Titled “Tipping or Turning Point? Towards a Nature-Positive Society by 2030”, Lambertini’s lecture laid out the contradiction of our current world where we are fast approaching a tipping point in biodiversity, but more aware of the scale of problems than ever before.
Humanity has achieved prosperity in a way that has come at nature’s expense. While we’ve witnessed an increase in average income and life expectancy, we’ve also witnessed an increase in species’ extinction rates and global temperatures. Protecting biodiversity is no longer about protecting animals, but about the survival of the human civilization.

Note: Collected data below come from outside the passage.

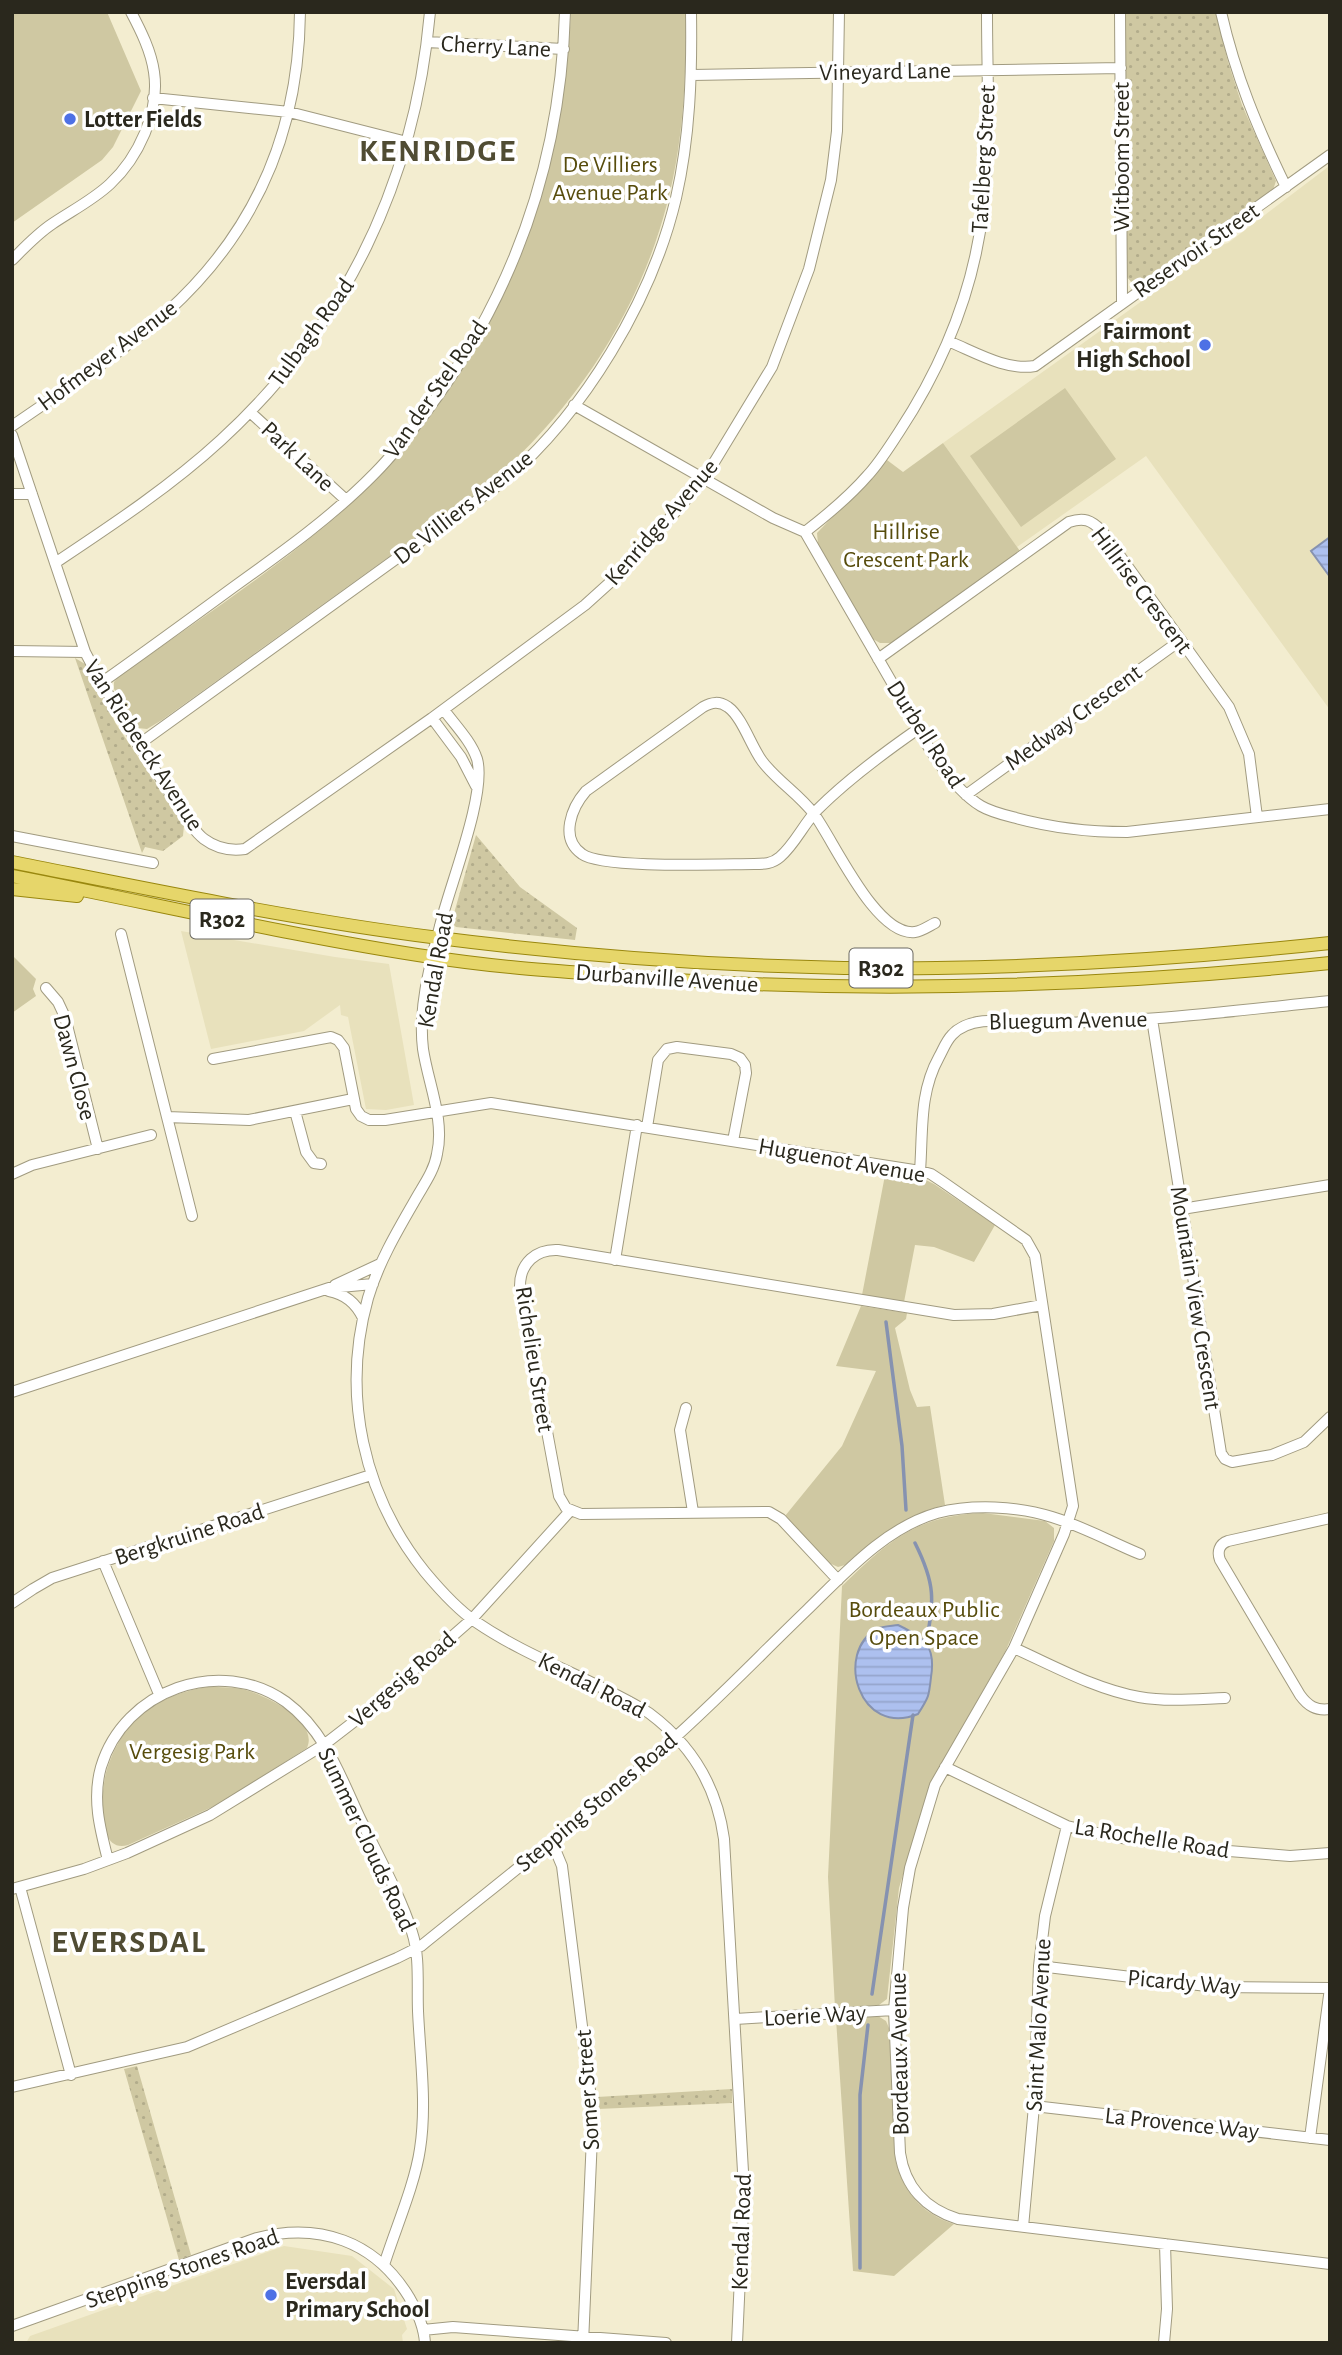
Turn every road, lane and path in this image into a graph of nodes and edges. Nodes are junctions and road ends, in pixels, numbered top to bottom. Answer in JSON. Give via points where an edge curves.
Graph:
{"nodes":[{"id":1,"x":131,"y":12,"type":"edge"},
{"id":2,"x":300,"y":12,"type":"edge"},
{"id":3,"x":430,"y":12,"type":"edge"},
{"id":4,"x":565,"y":12,"type":"edge"},
{"id":5,"x":691,"y":12,"type":"edge"},
{"id":6,"x":839,"y":12,"type":"edge"},
{"id":7,"x":987,"y":12,"type":"edge"},
{"id":8,"x":1120,"y":12,"type":"edge"},
{"id":9,"x":1221,"y":12,"type":"edge"},
{"id":10,"x":427,"y":43,"type":"junction"},
{"id":11,"x":564,"y":49,"type":"junction"},
{"id":12,"x":1121,"y":68,"type":"junction"},
{"id":13,"x":987,"y":70,"type":"junction"},
{"id":14,"x":839,"y":72,"type":"junction"},
{"id":15,"x":692,"y":75,"type":"junction"},
{"id":16,"x":153,"y":98,"type":"junction"},
{"id":17,"x":289,"y":112,"type":"junction"},
{"id":18,"x":407,"y":142,"type":"junction"},
{"id":19,"x":1330,"y":155,"type":"edge"},
{"id":20,"x":1286,"y":187,"type":"junction"},
{"id":21,"x":12,"y":260,"type":"edge"},
{"id":22,"x":1122,"y":302,"type":"junction"},
{"id":23,"x":948,"y":341,"type":"junction"},
{"id":24,"x":574,"y":405,"type":"junction"},
{"id":25,"x":250,"y":412,"type":"junction"},
{"id":26,"x":12,"y":426,"type":"edge"},
{"id":27,"x":12,"y":435,"type":"edge"},
{"id":28,"x":704,"y":479,"type":"junction"},
{"id":29,"x":12,"y":494,"type":"edge"},
{"id":30,"x":32,"y":494,"type":"junction"},
{"id":31,"x":346,"y":500,"type":"junction"},
{"id":32,"x":805,"y":532,"type":"junction"},
{"id":33,"x":55,"y":563,"type":"junction"},
{"id":34,"x":1181,"y":640,"type":"junction"},
{"id":35,"x":12,"y":651,"type":"edge"},
{"id":36,"x":85,"y":652,"type":"junction"},
{"id":37,"x":878,"y":659,"type":"junction"},
{"id":38,"x":102,"y":683,"type":"junction"},
{"id":39,"x":444,"y":710,"type":"junction"},
{"id":40,"x":432,"y":718,"type":"junction"},
{"id":41,"x":918,"y":729,"type":"junction"},
{"id":42,"x":138,"y":746,"type":"junction"},
{"id":43,"x":477,"y":789,"type":"junction"},
{"id":44,"x":966,"y":794,"type":"junction"},
{"id":45,"x":1330,"y":809,"type":"edge"},
{"id":46,"x":814,"y":814,"type":"junction"},
{"id":47,"x":1257,"y":817,"type":"junction"},
{"id":48,"x":12,"y":836,"type":"edge"},
{"id":49,"x":220,"y":847,"type":"joint"},
{"id":50,"x":12,"y":862,"type":"edge"},
{"id":51,"x":153,"y":863,"type":"dead end"},
{"id":52,"x":12,"y":876,"type":"edge"},
{"id":53,"x":12,"y":889,"type":"edge"},
{"id":54,"x":112,"y":896,"type":"junction"},
{"id":55,"x":935,"y":922,"type":"dead end"},
{"id":56,"x":121,"y":934,"type":"dead end"},
{"id":57,"x":437,"y":938,"type":"junction"},
{"id":58,"x":1330,"y":943,"type":"edge"},
{"id":59,"x":432,"y":957,"type":"junction"},
{"id":60,"x":1330,"y":963,"type":"edge"},
{"id":61,"x":46,"y":988,"type":"dead end"},
{"id":62,"x":1330,"y":1001,"type":"edge"},
{"id":63,"x":1152,"y":1019,"type":"junction"},
{"id":64,"x":213,"y":1059,"type":"dead end"},
{"id":65,"x":353,"y":1099,"type":"junction"},
{"id":66,"x":295,"y":1111,"type":"junction"},
{"id":67,"x":436,"y":1113,"type":"junction"},
{"id":68,"x":167,"y":1117,"type":"junction"},
{"id":69,"x":642,"y":1126,"type":"junction"},
{"id":70,"x":152,"y":1135,"type":"dead end"},
{"id":71,"x":733,"y":1141,"type":"junction"},
{"id":72,"x":98,"y":1149,"type":"junction"},
{"id":73,"x":321,"y":1164,"type":"dead end"},
{"id":74,"x":920,"y":1171,"type":"junction"},
{"id":75,"x":12,"y":1174,"type":"edge"},
{"id":76,"x":1330,"y":1185,"type":"edge"},
{"id":77,"x":1182,"y":1209,"type":"junction"},
{"id":78,"x":192,"y":1216,"type":"dead end"},
{"id":79,"x":614,"y":1260,"type":"junction"},
{"id":80,"x":380,"y":1264,"type":"junction"},
{"id":81,"x":373,"y":1284,"type":"junction"},
{"id":82,"x":326,"y":1289,"type":"junction"},
{"id":83,"x":1042,"y":1305,"type":"junction"},
{"id":84,"x":363,"y":1318,"type":"junction"},
{"id":85,"x":12,"y":1392,"type":"edge"},
{"id":86,"x":685,"y":1408,"type":"dead end"},
{"id":87,"x":1330,"y":1417,"type":"edge"},
{"id":88,"x":371,"y":1475,"type":"junction"},
{"id":89,"x":570,"y":1511,"type":"junction"},
{"id":90,"x":693,"y":1512,"type":"junction"},
{"id":91,"x":1330,"y":1518,"type":"edge"},
{"id":92,"x":1068,"y":1524,"type":"junction"},
{"id":93,"x":1140,"y":1554,"type":"dead end"},
{"id":94,"x":103,"y":1562,"type":"junction"},
{"id":95,"x":838,"y":1580,"type":"junction"},
{"id":96,"x":12,"y":1603,"type":"edge"},
{"id":97,"x":472,"y":1619,"type":"junction"},
{"id":98,"x":1014,"y":1648,"type":"junction"},
{"id":99,"x":159,"y":1694,"type":"junction"},
{"id":100,"x":1225,"y":1698,"type":"dead end"},
{"id":101,"x":1330,"y":1709,"type":"edge"},
{"id":102,"x":676,"y":1736,"type":"junction"},
{"id":103,"x":325,"y":1744,"type":"junction"},
{"id":104,"x":945,"y":1767,"type":"junction"},
{"id":105,"x":1067,"y":1826,"type":"junction"},
{"id":106,"x":547,"y":1843,"type":"junction"},
{"id":107,"x":1330,"y":1853,"type":"edge"},
{"id":108,"x":108,"y":1860,"type":"junction"},
{"id":109,"x":16,"y":1888,"type":"edge"},
{"id":110,"x":416,"y":1949,"type":"junction"},
{"id":111,"x":1039,"y":1966,"type":"junction"},
{"id":112,"x":1330,"y":1989,"type":"edge"},
{"id":113,"x":894,"y":2010,"type":"junction"},
{"id":114,"x":735,"y":2019,"type":"junction"},
{"id":115,"x":71,"y":2075,"type":"junction"},
{"id":116,"x":12,"y":2087,"type":"edge"},
{"id":117,"x":1034,"y":2106,"type":"junction"},
{"id":118,"x":1310,"y":2137,"type":"junction"},
{"id":119,"x":1330,"y":2140,"type":"edge"},
{"id":120,"x":1023,"y":2227,"type":"junction"},
{"id":121,"x":1166,"y":2244,"type":"junction"},
{"id":122,"x":1330,"y":2264,"type":"edge"},
{"id":123,"x":384,"y":2265,"type":"junction"},
{"id":124,"x":12,"y":2326,"type":"edge"},
{"id":125,"x":423,"y":2330,"type":"junction"},
{"id":126,"x":583,"y":2339,"type":"edge"},
{"id":127,"x":425,"y":2343,"type":"edge"},
{"id":128,"x":666,"y":2343,"type":"edge"},
{"id":129,"x":737,"y":2343,"type":"edge"},
{"id":130,"x":1164,"y":2343,"type":"edge"}],
"edges":[{"from":1,"to":16,"type":"street","via":[[152,62]]},
{"from":2,"to":17,"type":"street","name":"Hofmeyer Avenue"},
{"from":3,"to":10,"type":"street","name":"Tulbagh Road"},
{"from":4,"to":11,"type":"street","name":"Van der Stel Road"},
{"from":5,"to":15,"type":"street","name":"De Villiers Avenue"},
{"from":6,"to":14,"type":"street","name":"Kenridge Avenue"},
{"from":7,"to":13,"type":"street","name":"Tafelberg Street"},
{"from":8,"to":12,"type":"street","name":"Witboom Street"},
{"from":9,"to":20,"type":"street","via":[[1248,106]]},
{"from":10,"to":11,"type":"street","name":"Cherry Lane"},
{"from":10,"to":18,"type":"street","name":"Tulbagh Road"},
{"from":11,"to":31,"type":"street","name":"Van der Stel Road","via":[[541,183],[506,278],[434,401],[402,443]]},
{"from":12,"to":13,"type":"street","name":"Vineyard Lane"},
{"from":12,"to":22,"type":"street","name":"Witboom Street"},
{"from":13,"to":14,"type":"street","name":"Vineyard Lane"},
{"from":13,"to":23,"type":"street","name":"Tafelberg Street","via":[[983,212],[972,270]]},
{"from":14,"to":15,"type":"street","name":"Vineyard Lane"},
{"from":14,"to":28,"type":"street","name":"Kenridge Avenue","via":[[831,180],[810,269],[772,366]]},
{"from":15,"to":24,"type":"street","name":"De Villiers Avenue","via":[[683,163],[669,225],[626,325]]},
{"from":16,"to":17,"type":"street"},
{"from":16,"to":21,"type":"street","via":[[144,134],[121,173]]},
{"from":17,"to":18,"type":"street"},
{"from":17,"to":26,"type":"street","name":"Hofmeyer Avenue","via":[[254,206],[192,289],[139,336]]},
{"from":18,"to":25,"type":"street","name":"Tulbagh Road","via":[[384,209],[346,287],[302,353]]},
{"from":19,"to":20,"type":"street","name":"Reservoir Street"},
{"from":20,"to":22,"type":"street","name":"Reservoir Street"},
{"from":22,"to":23,"type":"street","name":"Reservoir Street","via":[[1035,366],[1004,364]]},
{"from":23,"to":32,"type":"street","name":"Tafelberg Street","via":[[921,399],[869,474]]},
{"from":24,"to":28,"type":"street"},
{"from":24,"to":42,"type":"street","name":"De Villiers Avenue","via":[[541,446],[504,481]]},
{"from":25,"to":31,"type":"street","name":"Park Lane"},
{"from":25,"to":33,"type":"street","name":"Tulbagh Road","via":[[179,475]]},
{"from":27,"to":30,"type":"street","name":"Van Riebeeck Avenue"},
{"from":28,"to":32,"type":"street"},
{"from":28,"to":39,"type":"street","name":"Kenridge Avenue","via":[[606,587]]},
{"from":29,"to":30,"type":"street"},
{"from":30,"to":33,"type":"street","name":"Van Riebeeck Avenue"},
{"from":31,"to":38,"type":"street","name":"Van der Stel Road","via":[[279,555]]},
{"from":32,"to":37,"type":"street","name":"Durbell Road"},
{"from":33,"to":36,"type":"street","name":"Van Riebeeck Avenue"},
{"from":34,"to":37,"type":"street","name":"Hillrise Crescent","via":[[1102,531],[1083,519],[1069,522]]},
{"from":34,"to":44,"type":"street","name":"Medway Crescent"},
{"from":34,"to":47,"type":"street","name":"Hillrise Crescent","via":[[1229,707],[1240,732],[1251,765]]},
{"from":35,"to":36,"type":"street"},
{"from":36,"to":38,"type":"street","name":"Van Riebeeck Avenue"},
{"from":37,"to":41,"type":"street","name":"Durbell Road"},
{"from":38,"to":42,"type":"street","name":"Van Riebeeck Avenue"},
{"from":39,"to":40,"type":"street","name":"Kenridge Avenue"},
{"from":39,"to":43,"type":"street","name":"Kendal Road","via":[[475,755]]},
{"from":40,"to":43,"type":"street","via":[[461,757]]},
{"from":40,"to":49,"type":"street","name":"Kenridge Avenue","via":[[253,845],[239,850]]},
{"from":41,"to":44,"type":"street","name":"Durbell Road"},
{"from":41,"to":46,"type":"street","via":[[854,775]]},
{"from":42,"to":49,"type":"street","name":"Van Riebeeck Avenue","via":[[197,832]]},
{"from":43,"to":57,"type":"street","name":"Kendal Road"},
{"from":44,"to":47,"type":"street","name":"Durbell Road","via":[[991,811],[1076,831],[1127,831]]},
{"from":45,"to":47,"type":"street","name":"Durbell Road"},
{"from":46,"to":46,"type":"street","via":[[779,858],[766,864],[642,864],[594,859],[581,854],[569,830],[575,807],[586,792],[715,702],[733,712],[771,772]]},
{"from":46,"to":55,"type":"street","via":[[876,909],[902,930],[920,930]]},
{"from":48,"to":51,"type":"street"},
{"from":50,"to":57,"type":"main road","name":"Durbanville Avenue","number":"R302"},
{"from":52,"to":54,"type":"main road","name":"Durbanville Avenue","number":"R302"},
{"from":53,"to":54,"type":"main road"},
{"from":54,"to":59,"type":"main road","name":"Durbanville Avenue","number":"R302","via":[[265,929]]},
{"from":56,"to":68,"type":"street"},
{"from":57,"to":58,"type":"main road","name":"Durbanville Avenue","number":"R302","via":[[656,959],[862,968],[1035,966]]},
{"from":57,"to":59,"type":"street","name":"Kendal Road"},
{"from":59,"to":60,"type":"main road","name":"Durbanville Avenue","number":"R302","via":[[643,978],[865,988],[1081,984]]},
{"from":59,"to":67,"type":"street","name":"Kendal Road","via":[[422,1038]]},
{"from":61,"to":72,"type":"street","name":"Dawn Close","via":[[65,1017]]},
{"from":62,"to":63,"type":"street","name":"Bluegum Avenue"},
{"from":63,"to":74,"type":"street","name":"Bluegum Avenue","via":[[981,1022],[958,1029],[946,1043],[926,1088]]},
{"from":63,"to":77,"type":"street","name":"Mountain View Crescent"},
{"from":64,"to":65,"type":"street","via":[[335,1038],[344,1048]]},
{"from":65,"to":66,"type":"street"},
{"from":65,"to":67,"type":"street","name":"Huguenot Avenue","via":[[359,1113],[369,1120]]},
{"from":66,"to":68,"type":"street","via":[[249,1120]]},
{"from":66,"to":73,"type":"street","via":[[306,1152],[314,1163]]},
{"from":67,"to":69,"type":"street","name":"Huguenot Avenue","via":[[491,1103]]},
{"from":67,"to":80,"type":"street","name":"Kendal Road","via":[[436,1159]]},
{"from":68,"to":78,"type":"street"},
{"from":69,"to":71,"type":"street","name":"Huguenot Avenue"},
{"from":69,"to":71,"type":"street","via":[[663,1052],[677,1047],[731,1054],[743,1061],[746,1073]]},
{"from":69,"to":79,"type":"street"},
{"from":70,"to":72,"type":"street","name":"Dawn Close"},
{"from":71,"to":74,"type":"street","name":"Huguenot Avenue"},
{"from":72,"to":75,"type":"street","name":"Dawn Close"},
{"from":74,"to":83,"type":"street","name":"Huguenot Avenue","via":[[1026,1240],[1035,1256]]},
{"from":76,"to":77,"type":"street"},
{"from":77,"to":87,"type":"street","name":"Mountain View Crescent","via":[[1223,1456],[1235,1462],[1293,1448]]},
{"from":79,"to":83,"type":"street","name":"Richelieu Street","via":[[954,1315]]},
{"from":79,"to":89,"type":"street","name":"Richelieu Street","via":[[544,1251],[527,1262],[520,1279],[559,1496]]},
{"from":80,"to":81,"type":"street","name":"Kendal Road"},
{"from":80,"to":82,"type":"street"},
{"from":81,"to":82,"type":"street"},
{"from":81,"to":84,"type":"street","name":"Kendal Road"},
{"from":82,"to":84,"type":"street","via":[[347,1298]]},
{"from":82,"to":85,"type":"street"},
{"from":83,"to":92,"type":"street","name":"Huguenot Avenue","via":[[1073,1498]]},
{"from":84,"to":88,"type":"street","name":"Kendal Road","via":[[356,1401]]},
{"from":86,"to":90,"type":"street","via":[[680,1430]]},
{"from":88,"to":94,"type":"street","name":"Bergkruine Road"},
{"from":88,"to":97,"type":"street","name":"Kendal Road","via":[[384,1509],[413,1558]]},
{"from":89,"to":90,"type":"street"},
{"from":89,"to":97,"type":"street","name":"Vergesig Road"},
{"from":90,"to":95,"type":"street","via":[[774,1514]]},
{"from":91,"to":101,"type":"street","via":[[1228,1541],[1218,1551],[1305,1703],[1315,1709]]},
{"from":92,"to":93,"type":"street","name":"Stepping Stones Road"},
{"from":92,"to":95,"type":"street","name":"Stepping Stones Road","via":[[1052,1517],[988,1507],[936,1514],[889,1536]]},
{"from":92,"to":98,"type":"street","name":"Bordeaux Avenue"},
{"from":94,"to":96,"type":"street","name":"Bergkruine Road","via":[[42,1583]]},
{"from":94,"to":99,"type":"street"},
{"from":95,"to":102,"type":"street","name":"Stepping Stones Road"},
{"from":97,"to":102,"type":"street","name":"Kendal Road","via":[[513,1645],[640,1708]]},
{"from":97,"to":103,"type":"street","name":"Vergesig Road"},
{"from":98,"to":100,"type":"street","via":[[1121,1693],[1156,1699]]},
{"from":98,"to":104,"type":"street","name":"Bordeaux Avenue"},
{"from":99,"to":103,"type":"street","name":"Summer Clouds Road","via":[[206,1681],[256,1686],[286,1702]]},
{"from":99,"to":108,"type":"street","name":"Summer Clouds Road","via":[[118,1731],[101,1768],[96,1806]]},
{"from":102,"to":106,"type":"street","name":"Stepping Stones Road"},
{"from":102,"to":114,"type":"street","name":"Kendal Road","via":[[706,1776],[723,1826]]},
{"from":103,"to":108,"type":"street","name":"Vergesig Road","via":[[229,1805]]},
{"from":103,"to":110,"type":"street","name":"Summer Clouds Road","via":[[406,1917]]},
{"from":104,"to":105,"type":"street","name":"La Rochelle Road"},
{"from":104,"to":113,"type":"street","name":"Bordeaux Avenue","via":[[908,1878]]},
{"from":105,"to":107,"type":"street","name":"La Rochelle Road","via":[[1192,1848],[1290,1856]]},
{"from":105,"to":111,"type":"street","name":"Saint Malo Avenue","via":[[1045,1916]]},
{"from":106,"to":110,"type":"street","name":"Stepping Stones Road"},
{"from":106,"to":126,"type":"street","name":"Somer Street","via":[[562,1866],[592,2096]]},
{"from":108,"to":109,"type":"street","name":"Vergesig Road"},
{"from":109,"to":115,"type":"street"},
{"from":110,"to":115,"type":"street","name":"Stepping Stones Road","via":[[187,2047]]},
{"from":110,"to":123,"type":"street","name":"Summer Clouds Road","via":[[421,2137]]},
{"from":111,"to":112,"type":"street","name":"Picardy Way","via":[[1215,1987]]},
{"from":111,"to":117,"type":"street","name":"Saint Malo Avenue"},
{"from":112,"to":118,"type":"street"},
{"from":113,"to":114,"type":"street","name":"Loerie Way"},
{"from":113,"to":120,"type":"street","name":"Bordeaux Avenue","via":[[900,2153],[912,2187],[947,2216]]},
{"from":114,"to":129,"type":"street","name":"Kendal Road","via":[[744,2189]]},
{"from":115,"to":116,"type":"street","name":"Stepping Stones Road"},
{"from":117,"to":118,"type":"street","name":"La Provence Way"},
{"from":117,"to":120,"type":"street","name":"Saint Malo Avenue"},
{"from":118,"to":119,"type":"street","name":"La Provence Way"},
{"from":120,"to":121,"type":"street","name":"Bordeaux Avenue"},
{"from":121,"to":122,"type":"street","name":"Bordeaux Avenue"},
{"from":121,"to":130,"type":"street"},
{"from":123,"to":124,"type":"street","name":"Stepping Stones Road","via":[[340,2238],[275,2233]]},
{"from":123,"to":125,"type":"street","name":"Stepping Stones Road","via":[[402,2286]]},
{"from":125,"to":126,"type":"street","via":[[453,2327]]},
{"from":125,"to":127,"type":"street","name":"Stepping Stones Road"},
{"from":126,"to":128,"type":"street"}]}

While a climate goal to achieve net-zero has become a clear global destination, the same must be set for nature. Lambertini laid out WWF’s ambitious plans for the next decade to achieve a nature-positive society by 2030. Unless we match the climate goal with the nature goal, we cannot even achieve the climate goal itself.
The keys to achieve the nature-positive goal would involve protecting and restoring at least 30% of the land and ocean, sustainably managing the rest through ecosystem services, producing responsibly, consuming wisely, and redirecting financial flows to promote green growth and sustainable finance.
The destination for a nature-positive society by 2030 is ambitious, but the tipping point for biodiversity is imminent and the drastic consequences require immediate drastic action.